視界に続けて入った男性はがっくりと肩を落としていた。

父さんと自ら言っているということは、この男性が自分の父なのだろうか。

 

「あーあ」

「お、今度はアリサ、パパのことを呼んでくれたよな!」

「そう、父さん? ただ声を出しただけじゃない?」

「母さん、悟が冷たいんだ!」

「もう、二人とも騒がないの。アリサはまだ小さいんだから」

 

ならパパと呼ばないといけないだろうか、そう考え話そうとした自分だったが、やはり自分はまともに話すことができないようだ。

 

いや、待て。

 

自分はついこの間の正月に、田舎の実家に帰ったではないか。

成人後はじめての帰省だったので、しこたま父親に酒を飲まされたではないか。

なのにどうして、自分はこの男性を父親と認識しているのだ。

 

「あー」

「亜理紗の声はきれいね、私よりもずっとかわいらしい」

「そんなことはないぞ、僕にとっては君が誰より何より一番なんだから!」

「アリサよりも?」

「う、母さん、それは厳しい選択じゃないか?」

「ごめんなさい、あなた」

 

それにこの声はなんだ、自分はもっとはるかに野太い男の声をしていたはず。

この鈴を転がしたようなこの声は一体、これではまるで女の子みたい――

 

そこまで考えて、ようやく自分は自身を取り巻く状況を指すものに、一つ思い当たった。

 

もしかして、これって、転生なのか?

 

転生したのか、自分は?

 

そう思い、視線を自らに向けようとしたが、幼いのだろうかこの体は満足に動かない。

手か足だけでも見れればと視線を動かすと、そこには生まれて程ない乳児らしき手があった。

 

どうやらビンゴらしい。

 

転生の実例の話なんかもちろん聞いたことはないが、創作の中とは言え事例を知っていたからか自身を取り巻く状況に納得すると、今度は急激に眠気が襲ってくる。

 

いや、当然といえば当然だ。

 

この身体が赤子のものであるのなら、この身体に必要なものは十分な栄養摂取と、睡眠の筈。
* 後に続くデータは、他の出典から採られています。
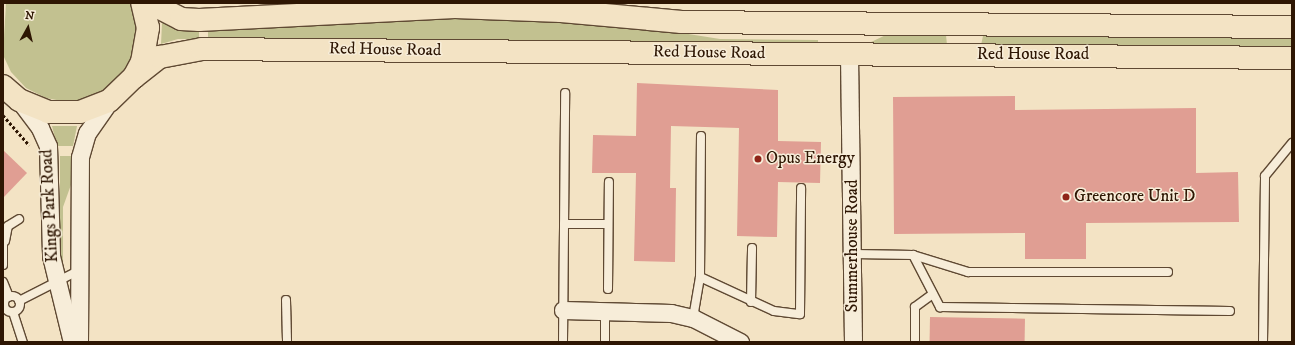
<!DOCTYPE html>
<html>
<head>
<meta charset="utf-8">
<style>
	body { margin:0 }
	#map { position:relative; width:1295px; height:345px; overflow:hidden; background:#f3e3c4; font-family:"IM FELL DW Pica",serif }
	div>[style] { position:absolute }
	[style*='--x'] { left:calc(var(--x)*1px); top:calc(var(--y)*1px); width:calc(var(--w)*1px); rotate:calc(var(--a)*1deg) }
	.green>* { inset:0; background:#c2c190 }
	.building>* { inset:0; background:#e09e93; transform-origin:0 0 }
	.path>* { height:2.5px; margin-top:-1.25px; transform-origin:0; background:repeating-linear-gradient(90deg,#2e1603 0 3px,transparent 0 5px) }
	.roads { filter:drop-shadow(1px 0 #5f4933) drop-shadow(-1px 0 #5f4933) drop-shadow(0 1px #5f4933) drop-shadow(0 -1px #5f4933) }
	.lane>* { height:8px; margin:-4px; padding:0 4px; transform-origin:4px; border-radius:4px; background:#f7edd9 }
	.lane>.ring { margin:-4px; padding:0; box-sizing:content-box; background:none; border:8px solid #f7edd9; border-radius:50% }
	.street>* { height:17px; margin:-8.5px; padding:0 8.5px; transform-origin:8.5px; border-radius:8.5px; background:#f7edd9 }
	.primary>* { height:22px; margin:-11px; padding:0 11px; transform-origin:11px; border-radius:11px; background:#f3e3c4 }
	.dots>* { width:11px; height:11px; translate:-50% -50%; box-sizing:border-box; border:2px solid #f7edd9; border-radius:50% }
	span { translate:-50% -50%; white-space:nowrap; text-align:center; line-height:1.15; -webkit-text-stroke:3px #f7edd9; paint-order:stroke }
	.street-label { font-size:17px; color:#2e1603 }
	.poi-label { font-size:17px; color:#2e1603 }
	.left { translate:0 -50%; text-align:left }
	.frame { position:absolute; inset:0; border:4px solid #2e1603; pointer-events:none }
	.north { position:absolute; left:8px; top:8px; width:40px; height:40px; -webkit-text-stroke:3px #f7edd9; paint-order:stroke; rotate:8deg; font-size:11px; font-weight:700; line-height:16px; text-align:center; color:#2e1603 }
	.north::after { content:''; display:block; margin:auto; width:14px; height:18px; background:#2e1603; clip-path:polygon(50% 0,100% 100%,50% 72%,0 100%) }
</style>
</head>
<body>
<div id="map">
	<div class="green">
		<i style="clip-path:polygon(6px 3px,131px 3px,138px 24px,136px 48px,127px 70px,110px 88px,89px 99px,67px 102px,46px 98px,26px 88px,11px 72px,3px 55px)"></i>
		<i style="clip-path:polygon(421px 17px,508px 18px,644px 27px,720px 39px,818px 40px,818px 44px,208px 39px,208px 29px)"></i>
		<i style="clip-path:polygon(162px 23px,199px 29px,199px 39px,178px 39px,161px 44px)"></i>
		<i style="clip-path:polygon(890px 33px,946px 35px,947px 45px,869px 43px)"></i>
		<i style="clip-path:polygon(983px 36px,1292px 37px,1292px 48px,981px 45px)"></i>
		<i style="clip-path:polygon(52px 126px,77px 126px,73px 146px,57px 146px)"></i>
		<i style="clip-path:polygon(60px 156px,72px 156px,72px 182px,63px 207px,63px 264px,60px 264px)"></i>
	</div>
	<div class="building">
		<i style="clip-path:polygon(637px 83px,778px 90px,778px 141px,821px 142px,820px 183px,778px 182px,777px 237px,737px 236px,739px 128px,671px 126px,670px 188px,676px 188px,675px 262px,634px 261px,636px 173px,592px 173px,593px 135px,636px 136px)"></i>
		<i style="clip-path:polygon(1015px 96px,1015px 110px,1196px 108px,1196px 173px,1238px 172px,1239px 222px,1086px 223px,1086px 259px,1025px 259px,1025px 233px,894px 234px,893px 97px)"></i>
		<i style="clip-path:polygon(3px 150px,27px 173px,3px 198px)"></i>
		<i style="left:930px;top:317px;width:95px;height:25px;rotate:1deg"></i>
	</div>
	<div class="path">
		<i style="--x:3;--y:115;--w:40;--a:49"></i>
	</div>
	<div class="roads">
		<div class="lane">
			<i style="--x:564;--y:224;--w:44;--a:0"></i>
			<i style="--x:3;--y:239;--w:26;--a:90"></i>
			<i style="--x:5;--y:241;--w:15;--a:-79"></i>
			<i style="--x:8;--y:226;--w:13;--a:-32"></i>
			<i style="--x:854;--y:254;--w:59;--a:1"></i>
			<i style="--x:913;--y:255;--w:58;--a:17.2"></i>
			<i style="--x:968;--y:272;--w:200;--a:0"></i>
			<i style="--x:913;--y:255;--w:59;--a:62.6"></i>
			<i style="--x:940;--y:307;--w:290;--a:0.8"></i>
			<i style="--x:700;--y:277;--w:81;--a:24.7"></i>
			<i style="--x:774;--y:311;--w:26;--a:7"></i>
			<i style="--x:800;--y:314;--w:126;--a:-89.5"></i>
			<i style="--x:3;--y:282;--w:16;--a:68"></i>
			<i style="--x:608;--y:289;--w:107;--a:-89.5"></i>
			<i class="ring" style="left:4px;top:296px;width:8px;height:8px"></i>
			<i style="--x:286;--y:300;--w:42;--a:88.6"></i>
			<i style="--x:19;--y:301;--w:66;--a:-27"></i>
			<i style="--x:751;--y:302;--w:54;--a:-88.9"></i>
			<i style="--x:13;--y:312;--w:32;--a:72"></i>
			<i style="--x:693;--y:318;--w:42;--a:-80.3"></i>
			<i style="--x:700;--y:277;--w:141;--a:-89.6"></i>
			<i style="--x:563;--y:342;--w:249;--a:-89.5"></i>
			<i style="--x:605;--y:342;--w:31;--a:-90"></i>
			<i style="--x:915;--y:342;--w:35;--a:-90"></i>
			<i style="--x:915;--y:307;--w:22;--a:-36"></i>
			<i style="--x:1263;--y:342;--w:166;--a:-89.3"></i>
			<i style="--x:1265;--y:176;--w:43;--a:-50.7"></i>
		</div>
		<div class="street">
			<i style="--x:849;--y:55;--w:287;--a:89.2"></i>
			<i style="--x:19;--y:100;--w:35;--a:53"></i>
			<i style="--x:40;--y:128;--w:20;--a:66"></i>
			<i style="--x:48;--y:146;--w:110;--a:88.4"></i>
			<i style="--x:51;--y:256;--w:89;--a:76.3"></i>
			<i style="--x:563;--y:310;--w:108;--a:1.6"></i>
			<i style="--x:671;--y:313;--w:23;--a:13"></i>
			<i style="--x:693;--y:318;--w:53;--a:27.1"></i>
			<i style="--x:79;--y:342;--w:185;--a:-89.7"></i>
			<i style="--x:80;--y:157;--w:25;--a:-74"></i>
			<i style="--x:87;--y:133;--w:39;--a:-55"></i>
		</div>
		<div class="primary">
			<i style="--x:150;--y:3;--w:35;--a:27"></i>
			<i style="--x:181;--y:19;--w:18;--a:3"></i>
			<i style="--x:199;--y:20;--w:256;--a:-2.9"></i>
			<i style="--x:455;--y:7;--w:106;--a:2.2"></i>
			<i style="--x:561;--y:11;--w:121;--a:5.2"></i>
			<i style="--x:682;--y:22;--w:610;--a:0.47"></i>
			<i style="--x:134;--y:77;--w:33;--a:-38"></i>
			<i style="--x:160;--y:57;--w:43;--a:-10.8"></i>
			<i style="--x:202;--y:49;--w:1090;--a:0.47"></i>
			<i style="--x:3;--y:86;--w:21;--a:41"></i>
			<i style="--x:19;--y:100;--w:31;--a:22"></i>
			<i style="--x:48;--y:112;--w:32;--a:0"></i>
			<i style="--x:80;--y:112;--w:31;--a:-21"></i>
			<i style="--x:109;--y:101;--w:35;--a:-44"></i>
			<i style="--x:134;--y:77;--w:17;--a:-62"></i>
			<i style="--x:142;--y:62;--w:35;--a:-80"></i>
			<i style="--x:148;--y:28;--w:26;--a:-103"></i>
		</div>
	</div>
	<div class="dots">
		<i style="left:758px;top:159px;background:#8f2418"></i>
		<i style="left:1066px;top:197px;background:#8f2418"></i>
	</div>
	<div class="street-label">
		<span style="left:385px;top:50px;rotate:1deg">Red House Road</span>
		<span style="left:709px;top:53px;rotate:1deg">Red House Road</span>
		<span style="left:1033px;top:55px">Red House Road</span>
		<span style="left:50px;top:206px;rotate:-93deg">Kings Park Road</span>
		<span style="left:853px;top:246px;rotate:-90deg">Summerhouse Road</span>
	</div>
	<div class="poi-label">
		<span class="left" style="left:766px;top:159px">Opus Energy</span>
		<span class="left" style="left:1074px;top:197px">Greencore Unit D</span>
	</div>
	<div class="frame"></div>
	<div class="north">N</div>
</div>
</body>
</html>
生命としての根源的な衝動に逆らうこともできるわけがなく、自分は再び眠りへと誘われた。

 

 

転生してから月日が経つのは早いもので、すでに6年が経過していた。

そこまで成長してしまえば、もう明確に分かってしまうので言ってしまうが自分――もとい、わたしは女の子らしい。

 

しかも、そこにとびっきりの美少女という修飾語をつけてもいいくらいの。

 

髪は白を基調にわずかに青の色素がかった銀髪、いわゆるシルバーブロンド。

目も同じく紺碧のブルーアイ。

ここまで要素がそろえば、全体的な顔立ちも白人のものであるのが当然なはずなのだが、顔立ち自体は白人と日本人のいいとこどりをした、幼くも年上のようにも見える顔立ち。

 

大人になったら傾国の美女になるのではないかと、贔屓目もあるだろうが父さんは言っていたほどだ。

 

「んー」

 

軽く身体を伸ばして周りを見渡すと、同じ部屋で寝ている両親は疲れからか深く寝入っているようだ。

 

悟兄さんは今は一人部屋で寝ているので分からないが、まあ、いつぞやみたいにわたしの布団にもぐりこんだり、わたしを抱き枕にしたり、寝返りを打ったりするわたしの寝姿を見ているなんてこともないので普通に部屋で寝ているのだろう。

 

「さてと、みんなの朝食を作らないとね」

 

両親はわたしが生まれてほどなくして仕事に復帰し、文字通り命を削って働いてくれている。

理由は単純でわたしたち一家が生きていくためだ。

 

そう、自分が転生した世界は『オーバーロード』の現実世界だった。

 

欧州アーコロジー戦争やネオナチの活発化、巨大企業が支配する終末世界一歩手前の――、どこかのニンジャスレイヤーがスシでも食ってたりしそうな世界。

人間の未来が全体としてお先真っ暗だったとしても、わたしたちが今を生きていくためには働くしかないのである。

世知辛いとか言うな。

 

「ホントなら、イレギュラーを処理すればよかったのになぁ」

 

そういう私だが、オーバーロードとしての物語の大枠は知っていたが、設定まで深く知っているわけではない。

『ユグドラシル』のサ終時にログインしてた人間が、別世界にゲームの強さのまま移転して大暴れする、といったくらいだ。

でもそこから考えれば、ユグドラシル終了までこの現実世界で生きていることができれば、生存は保証されると言っていい。

でもモモンガこと鈴木悟は一人身だった、それが示すことはそう単純で。

 

「そう、そこに至る過程で――」

 

父さんと母さんは、死ぬ。

 

そう考えると胸が痛くなる。

 

自分が転生したということは、前の生で男性として生きていた自分は死んだのだろう。

今から考えると、親孝行一つしてあげられない子供だった。

親不孝者だった。

 

こうやって、お前と酒を飲むのが夢だったんだ――

 

そう笑って男だった自分のグラスにビールを注いだ、前の親の顔はもう思い出せない。

その事実だけでも、子供な今のわたしは涙ぐんでしまう。

 

「ううん、駄目よ亜理紗。今は父さんも母さんも生きているんだから」

 

目じりに浮かんだ涙をぬぐって、気を取り直す。

 

これは代償行為かもしれない。

 

でも、このまま死に向かいつつある両親を黙って見ているなんてできない。

 

「だから、せめて――」

 

そう考えていながら身体を動かしていると、朝食が出来上がった。

収入の少ない両親の稼ぎだけで健康を維持できるよう、かつ安くできるように作った献立だ。

この身体は元の素質が良いのか、ありとあらゆることについて覚えが早く、覚えた以上にこなすことができる。

そのことを今は感謝したい。

 

「ほら、みんな朝だよー!」

 

そろそろ朝食をとらないと、両親は朝の通勤に間に合わなくなる。

そう考えたわたしは精一杯の笑顔を浮かべて、家族を起こすのだった。